### Assignment
Go through the material below and count the lines with the string "roads"; the number is the whole answer.

### Provided data

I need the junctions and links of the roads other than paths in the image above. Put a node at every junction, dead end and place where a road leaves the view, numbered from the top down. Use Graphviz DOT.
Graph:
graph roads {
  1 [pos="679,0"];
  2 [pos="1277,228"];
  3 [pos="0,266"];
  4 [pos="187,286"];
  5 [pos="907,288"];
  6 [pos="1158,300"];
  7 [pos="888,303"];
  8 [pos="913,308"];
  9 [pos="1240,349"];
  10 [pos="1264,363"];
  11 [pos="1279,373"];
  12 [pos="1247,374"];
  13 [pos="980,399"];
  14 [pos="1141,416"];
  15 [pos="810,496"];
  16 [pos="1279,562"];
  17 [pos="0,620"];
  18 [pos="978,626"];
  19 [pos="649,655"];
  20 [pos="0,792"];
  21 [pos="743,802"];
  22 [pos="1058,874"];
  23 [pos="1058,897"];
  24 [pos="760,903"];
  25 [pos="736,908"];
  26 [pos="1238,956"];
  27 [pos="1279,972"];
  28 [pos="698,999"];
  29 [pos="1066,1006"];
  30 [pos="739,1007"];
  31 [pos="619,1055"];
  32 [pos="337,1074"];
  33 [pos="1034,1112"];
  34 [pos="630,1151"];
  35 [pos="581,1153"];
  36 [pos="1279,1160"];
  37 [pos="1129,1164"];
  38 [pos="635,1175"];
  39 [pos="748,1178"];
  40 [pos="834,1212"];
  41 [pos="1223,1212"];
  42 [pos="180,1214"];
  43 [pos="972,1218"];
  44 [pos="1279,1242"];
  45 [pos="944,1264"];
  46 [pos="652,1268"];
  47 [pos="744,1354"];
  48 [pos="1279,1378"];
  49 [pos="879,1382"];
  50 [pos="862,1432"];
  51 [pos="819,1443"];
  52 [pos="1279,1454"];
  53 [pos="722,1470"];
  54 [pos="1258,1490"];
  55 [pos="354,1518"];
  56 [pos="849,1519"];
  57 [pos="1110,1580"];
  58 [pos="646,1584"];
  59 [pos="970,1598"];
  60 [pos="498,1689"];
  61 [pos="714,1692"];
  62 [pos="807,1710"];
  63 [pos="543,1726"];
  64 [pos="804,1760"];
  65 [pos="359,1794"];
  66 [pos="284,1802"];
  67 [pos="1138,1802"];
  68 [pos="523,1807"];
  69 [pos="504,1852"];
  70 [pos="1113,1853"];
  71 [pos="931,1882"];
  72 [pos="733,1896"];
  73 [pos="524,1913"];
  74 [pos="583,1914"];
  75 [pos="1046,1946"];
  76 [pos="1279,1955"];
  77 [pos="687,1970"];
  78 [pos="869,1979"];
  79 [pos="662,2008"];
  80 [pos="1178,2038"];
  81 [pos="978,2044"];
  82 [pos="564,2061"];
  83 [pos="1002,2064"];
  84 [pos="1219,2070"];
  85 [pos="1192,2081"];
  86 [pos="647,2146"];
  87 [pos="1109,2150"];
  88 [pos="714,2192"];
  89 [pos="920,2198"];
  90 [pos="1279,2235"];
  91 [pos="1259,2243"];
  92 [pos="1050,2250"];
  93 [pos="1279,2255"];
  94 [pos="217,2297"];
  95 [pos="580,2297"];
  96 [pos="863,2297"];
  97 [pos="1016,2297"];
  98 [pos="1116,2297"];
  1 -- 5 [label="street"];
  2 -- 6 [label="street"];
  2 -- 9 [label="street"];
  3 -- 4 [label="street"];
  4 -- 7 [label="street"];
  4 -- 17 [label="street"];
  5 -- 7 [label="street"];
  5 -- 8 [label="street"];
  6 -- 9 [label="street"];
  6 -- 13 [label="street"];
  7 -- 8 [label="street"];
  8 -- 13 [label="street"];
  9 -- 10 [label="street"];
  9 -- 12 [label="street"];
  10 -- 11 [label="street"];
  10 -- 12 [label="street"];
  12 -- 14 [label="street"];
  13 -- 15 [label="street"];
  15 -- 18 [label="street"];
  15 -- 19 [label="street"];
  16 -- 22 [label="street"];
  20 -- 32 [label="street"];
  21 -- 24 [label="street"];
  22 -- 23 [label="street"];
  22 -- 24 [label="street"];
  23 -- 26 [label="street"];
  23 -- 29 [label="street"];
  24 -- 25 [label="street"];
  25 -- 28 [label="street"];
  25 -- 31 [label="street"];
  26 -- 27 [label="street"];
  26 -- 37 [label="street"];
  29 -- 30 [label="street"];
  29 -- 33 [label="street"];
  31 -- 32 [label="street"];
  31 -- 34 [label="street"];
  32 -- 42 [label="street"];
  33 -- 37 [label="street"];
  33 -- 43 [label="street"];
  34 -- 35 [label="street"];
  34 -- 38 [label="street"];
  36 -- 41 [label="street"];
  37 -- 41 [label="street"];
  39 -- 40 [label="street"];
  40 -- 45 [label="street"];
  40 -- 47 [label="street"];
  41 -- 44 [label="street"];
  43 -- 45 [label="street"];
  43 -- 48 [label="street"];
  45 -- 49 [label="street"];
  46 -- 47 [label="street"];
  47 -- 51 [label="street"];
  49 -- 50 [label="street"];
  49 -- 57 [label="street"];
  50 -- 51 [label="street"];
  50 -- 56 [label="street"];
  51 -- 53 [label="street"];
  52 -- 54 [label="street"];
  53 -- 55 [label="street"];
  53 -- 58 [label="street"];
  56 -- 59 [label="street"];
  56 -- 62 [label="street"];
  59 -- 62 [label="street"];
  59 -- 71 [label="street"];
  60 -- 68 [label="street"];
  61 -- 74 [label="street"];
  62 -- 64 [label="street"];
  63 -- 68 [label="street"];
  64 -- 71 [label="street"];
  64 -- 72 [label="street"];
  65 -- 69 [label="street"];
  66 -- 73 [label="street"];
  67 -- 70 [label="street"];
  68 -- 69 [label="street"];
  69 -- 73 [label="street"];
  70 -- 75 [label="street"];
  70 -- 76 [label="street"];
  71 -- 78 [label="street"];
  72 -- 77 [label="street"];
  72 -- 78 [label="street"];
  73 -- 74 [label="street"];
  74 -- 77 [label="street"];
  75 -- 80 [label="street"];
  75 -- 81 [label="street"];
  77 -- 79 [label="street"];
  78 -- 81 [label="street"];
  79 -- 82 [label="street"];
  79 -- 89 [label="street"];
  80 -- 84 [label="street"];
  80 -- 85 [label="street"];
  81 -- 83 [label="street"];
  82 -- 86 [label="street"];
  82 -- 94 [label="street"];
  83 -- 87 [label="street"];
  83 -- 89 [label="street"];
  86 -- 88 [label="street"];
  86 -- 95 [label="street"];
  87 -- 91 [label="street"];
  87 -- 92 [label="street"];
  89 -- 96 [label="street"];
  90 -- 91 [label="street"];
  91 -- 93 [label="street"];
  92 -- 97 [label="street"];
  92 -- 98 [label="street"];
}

--

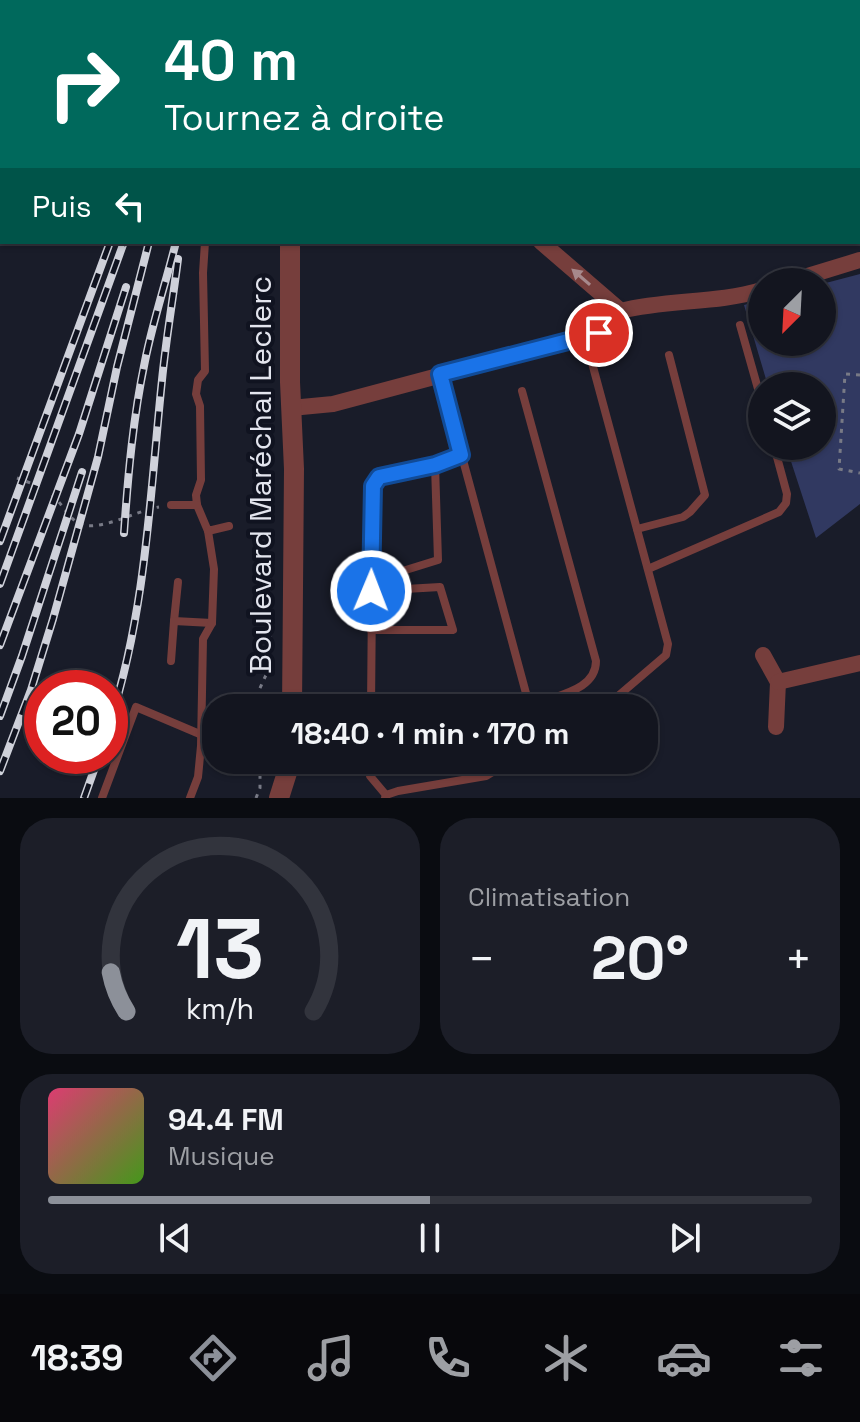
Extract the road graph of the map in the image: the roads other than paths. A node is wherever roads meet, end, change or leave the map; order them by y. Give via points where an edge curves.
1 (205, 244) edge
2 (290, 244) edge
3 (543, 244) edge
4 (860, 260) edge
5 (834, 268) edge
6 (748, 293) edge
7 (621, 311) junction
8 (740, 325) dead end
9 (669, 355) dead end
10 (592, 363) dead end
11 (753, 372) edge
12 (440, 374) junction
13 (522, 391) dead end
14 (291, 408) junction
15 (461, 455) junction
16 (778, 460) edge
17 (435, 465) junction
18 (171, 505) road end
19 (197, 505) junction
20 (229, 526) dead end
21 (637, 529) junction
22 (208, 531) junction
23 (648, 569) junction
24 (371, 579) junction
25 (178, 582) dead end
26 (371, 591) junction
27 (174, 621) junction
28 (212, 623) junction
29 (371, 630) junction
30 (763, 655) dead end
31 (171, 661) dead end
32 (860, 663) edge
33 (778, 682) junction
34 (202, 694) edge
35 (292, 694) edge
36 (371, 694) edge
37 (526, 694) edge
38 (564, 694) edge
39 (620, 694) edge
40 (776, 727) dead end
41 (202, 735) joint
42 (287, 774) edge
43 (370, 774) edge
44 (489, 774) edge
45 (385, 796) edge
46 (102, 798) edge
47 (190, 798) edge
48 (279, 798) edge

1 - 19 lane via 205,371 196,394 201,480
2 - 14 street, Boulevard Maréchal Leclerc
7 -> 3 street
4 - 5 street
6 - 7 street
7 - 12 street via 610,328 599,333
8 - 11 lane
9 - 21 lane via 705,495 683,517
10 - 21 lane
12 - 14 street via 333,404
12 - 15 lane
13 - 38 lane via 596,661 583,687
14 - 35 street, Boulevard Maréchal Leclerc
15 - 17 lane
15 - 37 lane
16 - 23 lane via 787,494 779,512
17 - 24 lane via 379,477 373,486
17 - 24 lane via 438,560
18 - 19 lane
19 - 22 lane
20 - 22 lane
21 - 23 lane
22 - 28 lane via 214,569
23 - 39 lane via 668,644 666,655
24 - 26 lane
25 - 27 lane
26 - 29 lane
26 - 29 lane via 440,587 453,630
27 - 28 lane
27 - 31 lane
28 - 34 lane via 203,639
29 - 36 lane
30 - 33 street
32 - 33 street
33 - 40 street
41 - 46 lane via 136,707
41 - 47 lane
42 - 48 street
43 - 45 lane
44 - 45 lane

### Reply to the task
3